What is the SaaS rule of 40?

What is the SaaS rule of 40?
Metrics
Rich Chetwynd
Rich Chetwynd

The Rule of 40 is a quick yet effective way to evaluate the overall health and potential growth of a company. It is widely used in the world of B2B SaaS and is calculated using two key metrics: growth rate and profit margin. The goal is a result greater than 40, which indicates a healthy and sustainable business.

To calculate the SaaS Rule of 40, you simply add the company’s annual growth rate to its profit margin, both expressed as a percentage. Any result under 40 signals potential cashflow problems and requires evaluating business strategy to promote growth while improving profit margins.

Examples

Company A has a growth rate of 25% and a profit margin of 20%, scoring 45 (healthy). However, a 20% slowdown in growth would place them in the danger zone.

Company B has a growth rate of 30% and a profit margin of 5%, scoring an unhealthy 35. They need either a 17% growth bump or a 100% improvement in profit margins to reach health.
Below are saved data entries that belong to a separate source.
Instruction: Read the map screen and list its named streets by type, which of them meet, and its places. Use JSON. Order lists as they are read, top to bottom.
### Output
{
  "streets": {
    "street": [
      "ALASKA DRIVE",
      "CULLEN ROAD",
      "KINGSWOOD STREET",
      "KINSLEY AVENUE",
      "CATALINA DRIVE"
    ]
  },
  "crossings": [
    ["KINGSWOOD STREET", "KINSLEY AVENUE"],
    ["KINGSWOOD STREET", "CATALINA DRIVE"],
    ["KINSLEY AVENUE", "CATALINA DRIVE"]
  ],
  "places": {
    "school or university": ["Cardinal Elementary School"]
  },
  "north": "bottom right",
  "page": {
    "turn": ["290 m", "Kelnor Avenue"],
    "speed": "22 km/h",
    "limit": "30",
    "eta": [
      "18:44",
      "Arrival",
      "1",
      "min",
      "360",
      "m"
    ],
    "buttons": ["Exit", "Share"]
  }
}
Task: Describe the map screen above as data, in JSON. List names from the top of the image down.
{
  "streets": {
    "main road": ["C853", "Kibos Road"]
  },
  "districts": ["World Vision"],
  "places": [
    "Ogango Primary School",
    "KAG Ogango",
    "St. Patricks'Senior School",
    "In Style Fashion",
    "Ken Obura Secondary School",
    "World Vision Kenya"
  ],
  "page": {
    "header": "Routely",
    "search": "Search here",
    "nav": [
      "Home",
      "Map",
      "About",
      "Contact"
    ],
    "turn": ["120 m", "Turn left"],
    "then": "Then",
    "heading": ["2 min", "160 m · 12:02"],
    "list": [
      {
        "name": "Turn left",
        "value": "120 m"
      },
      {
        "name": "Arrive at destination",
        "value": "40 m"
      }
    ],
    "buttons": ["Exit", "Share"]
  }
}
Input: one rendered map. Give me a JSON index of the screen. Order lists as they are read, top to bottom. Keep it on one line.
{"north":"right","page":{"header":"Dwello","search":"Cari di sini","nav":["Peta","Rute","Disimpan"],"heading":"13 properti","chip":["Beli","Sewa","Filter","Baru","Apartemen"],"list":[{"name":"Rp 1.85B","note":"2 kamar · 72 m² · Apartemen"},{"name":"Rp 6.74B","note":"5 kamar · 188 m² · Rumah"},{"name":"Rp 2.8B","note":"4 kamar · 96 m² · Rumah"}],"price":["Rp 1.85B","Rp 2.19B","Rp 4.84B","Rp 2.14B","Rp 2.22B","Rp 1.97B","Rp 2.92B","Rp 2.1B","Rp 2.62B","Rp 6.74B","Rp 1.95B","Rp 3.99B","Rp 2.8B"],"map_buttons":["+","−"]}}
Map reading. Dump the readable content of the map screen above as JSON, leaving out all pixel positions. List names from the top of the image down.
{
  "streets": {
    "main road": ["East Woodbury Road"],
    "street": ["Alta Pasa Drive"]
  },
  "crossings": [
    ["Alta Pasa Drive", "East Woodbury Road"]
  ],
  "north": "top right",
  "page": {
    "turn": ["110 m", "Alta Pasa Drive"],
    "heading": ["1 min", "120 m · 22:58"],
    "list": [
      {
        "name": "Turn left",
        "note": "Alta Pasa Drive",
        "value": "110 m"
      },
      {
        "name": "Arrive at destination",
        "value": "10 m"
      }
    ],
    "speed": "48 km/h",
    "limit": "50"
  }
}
How is it Useful During an Economic Downturn?

During economic downturns, when overall market growth slows, the Rule of 40 becomes most valuable. It clarifies what changes companies can make to reach health by combining two often-isolated metrics into one balanced evaluation.

Companies that maintain a score of 40 during turbulent times focus on customer retention, which keeps growth trending positively while carefully managing expenses to improve profit margins. Strategies include offering flexible pricing and payment plans, eliminating non-essential expenses, and continuing product innovation to remain competitive.